REQUIRED ACTION: Return exactly the lines of the records below, starting at the line that contains "ring dip: (226, 300)" and ending at the line that contains "pinky mcp: (192, 332)", with both of those lines kept.

----------

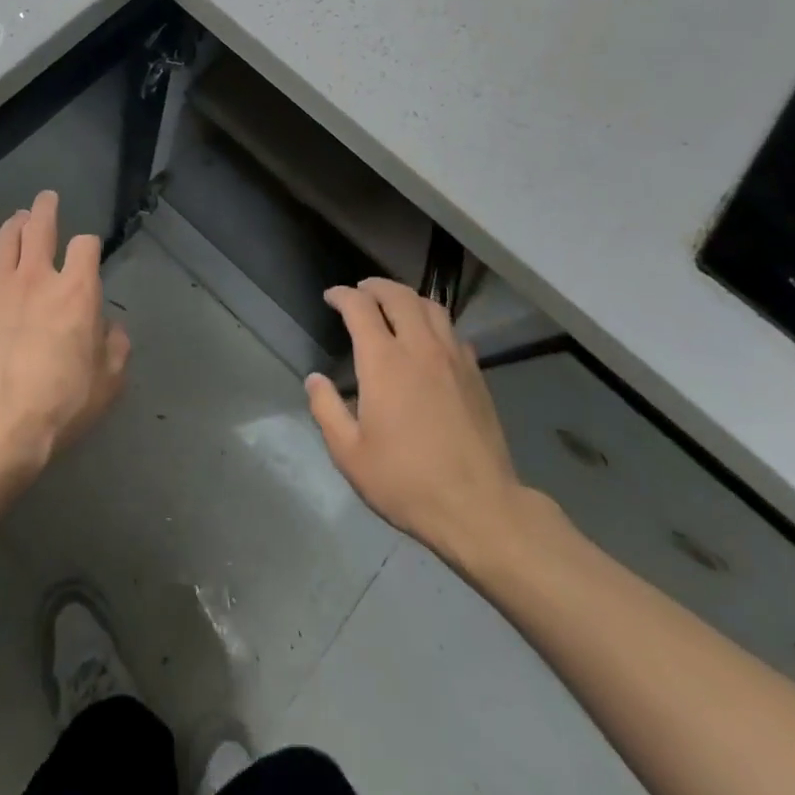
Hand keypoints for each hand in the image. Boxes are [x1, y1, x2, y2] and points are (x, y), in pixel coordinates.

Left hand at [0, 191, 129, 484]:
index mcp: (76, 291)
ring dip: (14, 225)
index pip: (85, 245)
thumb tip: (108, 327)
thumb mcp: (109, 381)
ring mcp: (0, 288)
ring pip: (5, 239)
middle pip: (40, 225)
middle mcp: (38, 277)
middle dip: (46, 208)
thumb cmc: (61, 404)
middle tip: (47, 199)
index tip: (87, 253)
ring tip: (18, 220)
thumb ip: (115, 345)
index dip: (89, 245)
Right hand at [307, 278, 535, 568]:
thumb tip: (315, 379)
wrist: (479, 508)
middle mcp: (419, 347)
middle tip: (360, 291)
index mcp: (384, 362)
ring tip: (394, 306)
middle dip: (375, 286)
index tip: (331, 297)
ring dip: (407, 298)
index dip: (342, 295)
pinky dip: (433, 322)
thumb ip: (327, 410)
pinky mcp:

----------

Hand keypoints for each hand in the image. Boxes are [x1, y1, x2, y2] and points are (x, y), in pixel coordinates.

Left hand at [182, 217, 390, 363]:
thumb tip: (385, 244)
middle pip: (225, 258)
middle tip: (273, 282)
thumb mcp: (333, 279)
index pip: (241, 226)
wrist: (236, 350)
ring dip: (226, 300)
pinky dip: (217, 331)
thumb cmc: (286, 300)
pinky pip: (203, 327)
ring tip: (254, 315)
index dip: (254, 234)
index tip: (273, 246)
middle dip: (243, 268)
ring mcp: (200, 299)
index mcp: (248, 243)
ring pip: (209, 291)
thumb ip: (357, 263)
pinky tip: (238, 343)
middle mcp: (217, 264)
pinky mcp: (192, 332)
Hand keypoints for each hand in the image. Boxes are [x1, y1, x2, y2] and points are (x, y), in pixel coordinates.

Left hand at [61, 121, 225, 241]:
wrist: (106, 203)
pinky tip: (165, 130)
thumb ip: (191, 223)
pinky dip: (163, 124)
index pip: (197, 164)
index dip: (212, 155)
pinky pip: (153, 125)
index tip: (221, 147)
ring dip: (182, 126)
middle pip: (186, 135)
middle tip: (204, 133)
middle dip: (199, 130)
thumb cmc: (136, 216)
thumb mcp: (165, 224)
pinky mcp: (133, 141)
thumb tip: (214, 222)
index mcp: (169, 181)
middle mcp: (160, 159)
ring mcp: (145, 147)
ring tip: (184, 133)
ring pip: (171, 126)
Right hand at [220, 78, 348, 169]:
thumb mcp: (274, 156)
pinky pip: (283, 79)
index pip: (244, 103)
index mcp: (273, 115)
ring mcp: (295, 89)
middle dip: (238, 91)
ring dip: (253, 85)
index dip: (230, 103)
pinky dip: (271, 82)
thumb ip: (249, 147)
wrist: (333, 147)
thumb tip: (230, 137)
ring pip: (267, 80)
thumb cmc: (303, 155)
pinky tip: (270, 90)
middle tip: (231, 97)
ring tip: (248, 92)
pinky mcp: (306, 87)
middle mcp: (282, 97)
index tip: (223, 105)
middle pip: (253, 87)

----------

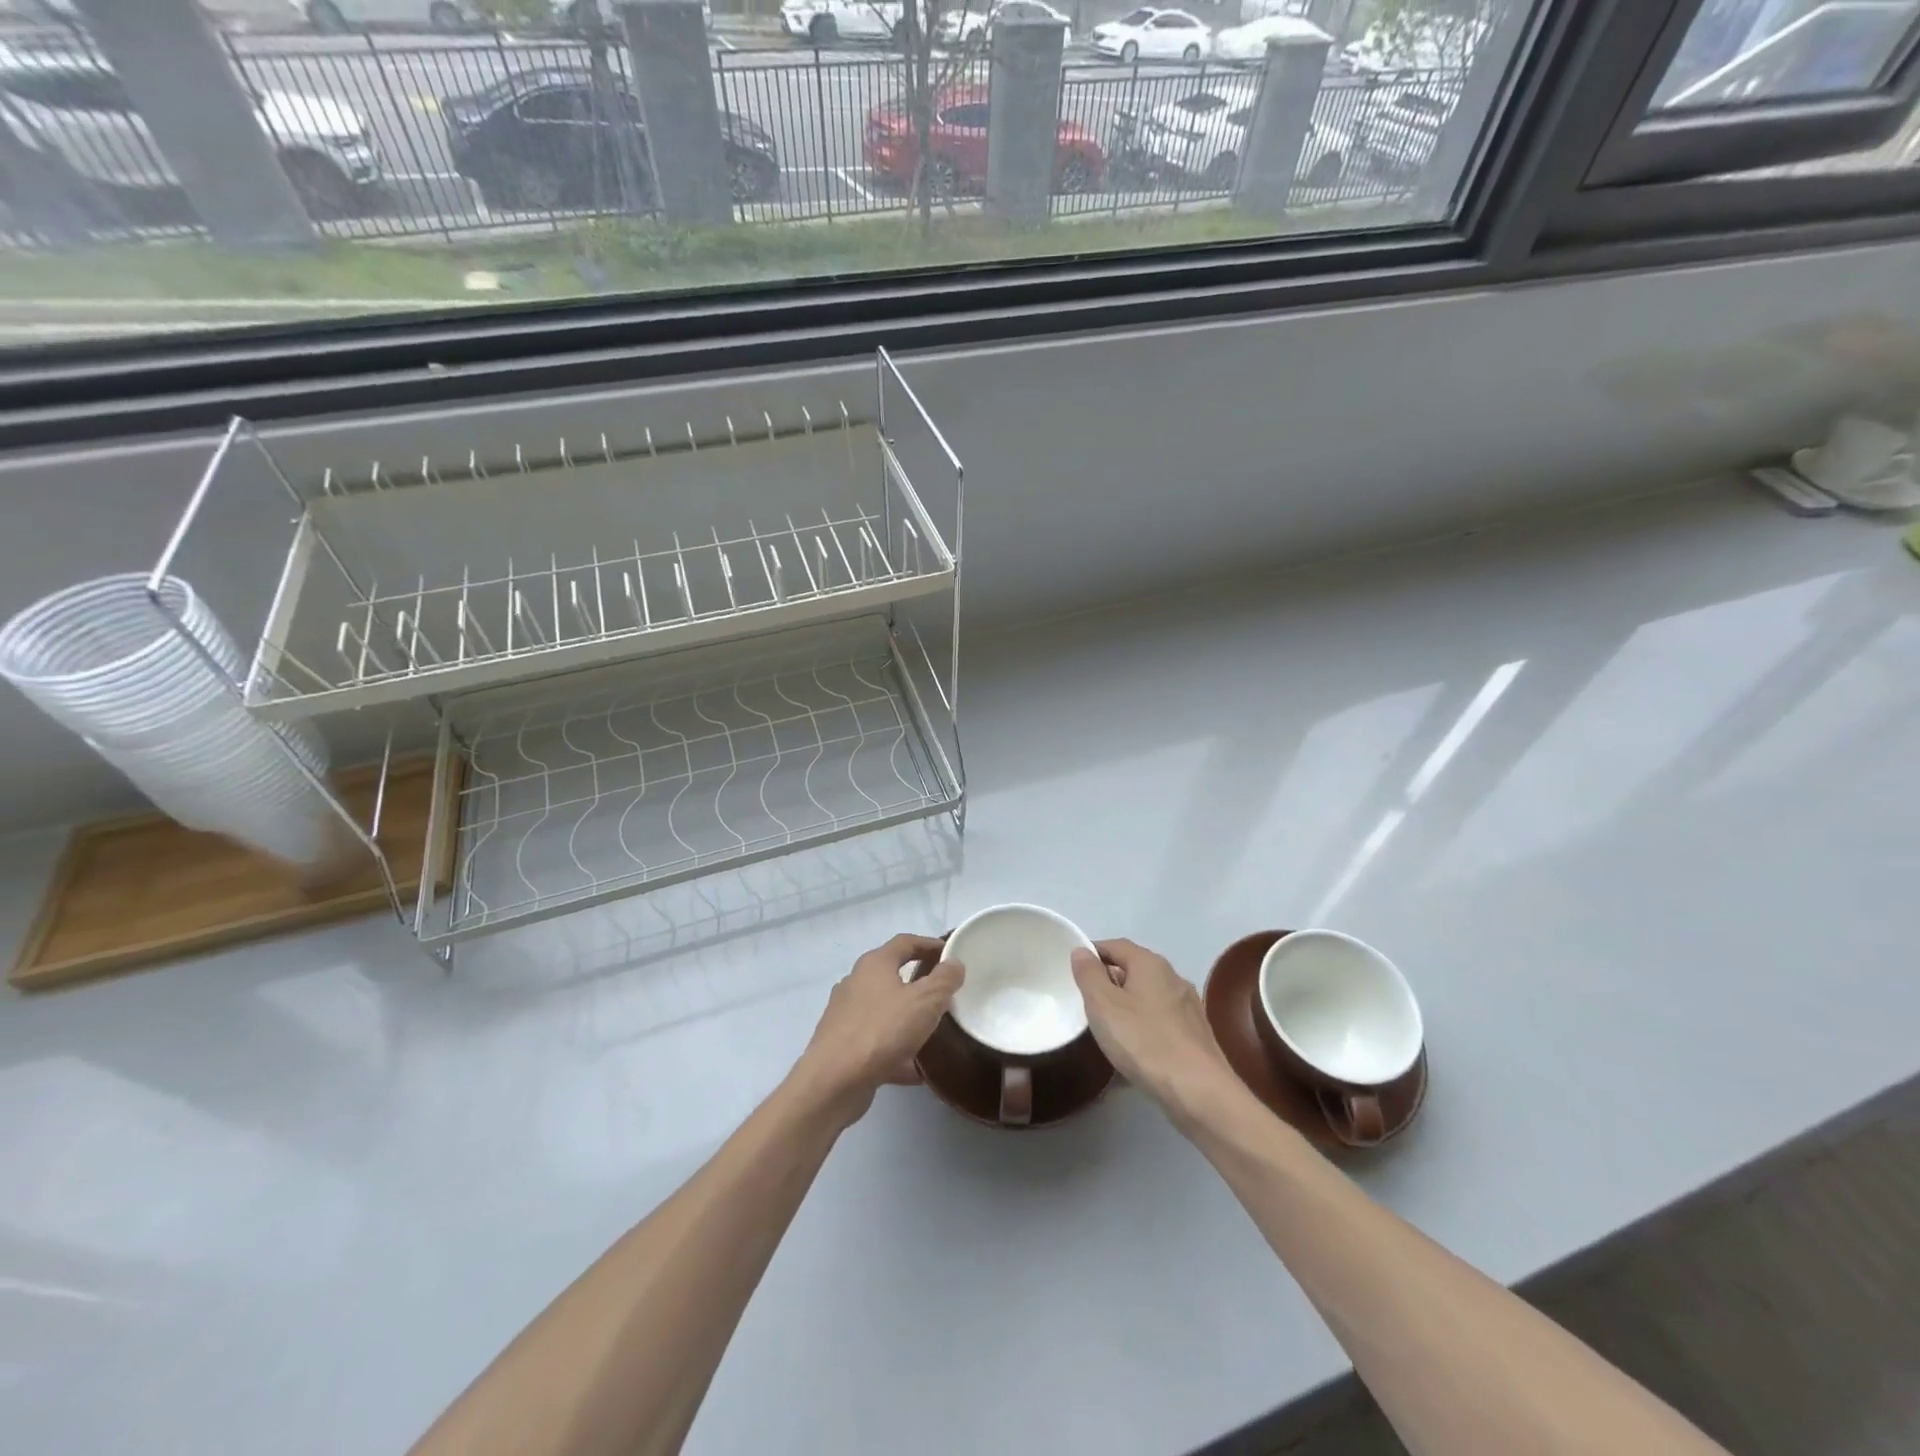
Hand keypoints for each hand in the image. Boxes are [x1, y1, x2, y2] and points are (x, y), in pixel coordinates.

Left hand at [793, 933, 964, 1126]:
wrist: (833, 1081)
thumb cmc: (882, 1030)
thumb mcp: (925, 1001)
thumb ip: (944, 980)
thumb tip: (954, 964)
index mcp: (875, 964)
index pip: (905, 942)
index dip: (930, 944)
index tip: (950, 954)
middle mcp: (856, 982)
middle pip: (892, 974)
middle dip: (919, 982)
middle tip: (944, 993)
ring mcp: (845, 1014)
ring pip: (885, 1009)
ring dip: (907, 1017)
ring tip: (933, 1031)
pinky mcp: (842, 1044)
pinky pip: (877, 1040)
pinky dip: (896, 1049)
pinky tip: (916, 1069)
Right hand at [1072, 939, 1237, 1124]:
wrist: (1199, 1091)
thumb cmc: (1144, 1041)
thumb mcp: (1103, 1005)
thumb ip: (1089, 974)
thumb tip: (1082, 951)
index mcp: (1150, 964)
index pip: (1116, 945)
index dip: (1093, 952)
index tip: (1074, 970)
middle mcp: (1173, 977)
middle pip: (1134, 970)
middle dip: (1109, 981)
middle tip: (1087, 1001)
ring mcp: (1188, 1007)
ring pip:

----------

OUTPUT BELOW:
ring dip: (226, 300)
pinky dip: (217, 331)
thumb cmc: (286, 300)
pinky pip: (203, 327)
ring tip: (254, 315)
index dip: (254, 234)
index tip: (273, 246)
middle dip: (243, 268)
ring mcp: (200, 299)
index mcp: (248, 243)
ring pip: (209, 291)
thumb ip: (357, 263)
pinky tip: (238, 343)
middle mcp: (217, 264)
pinky mcp: (192, 332)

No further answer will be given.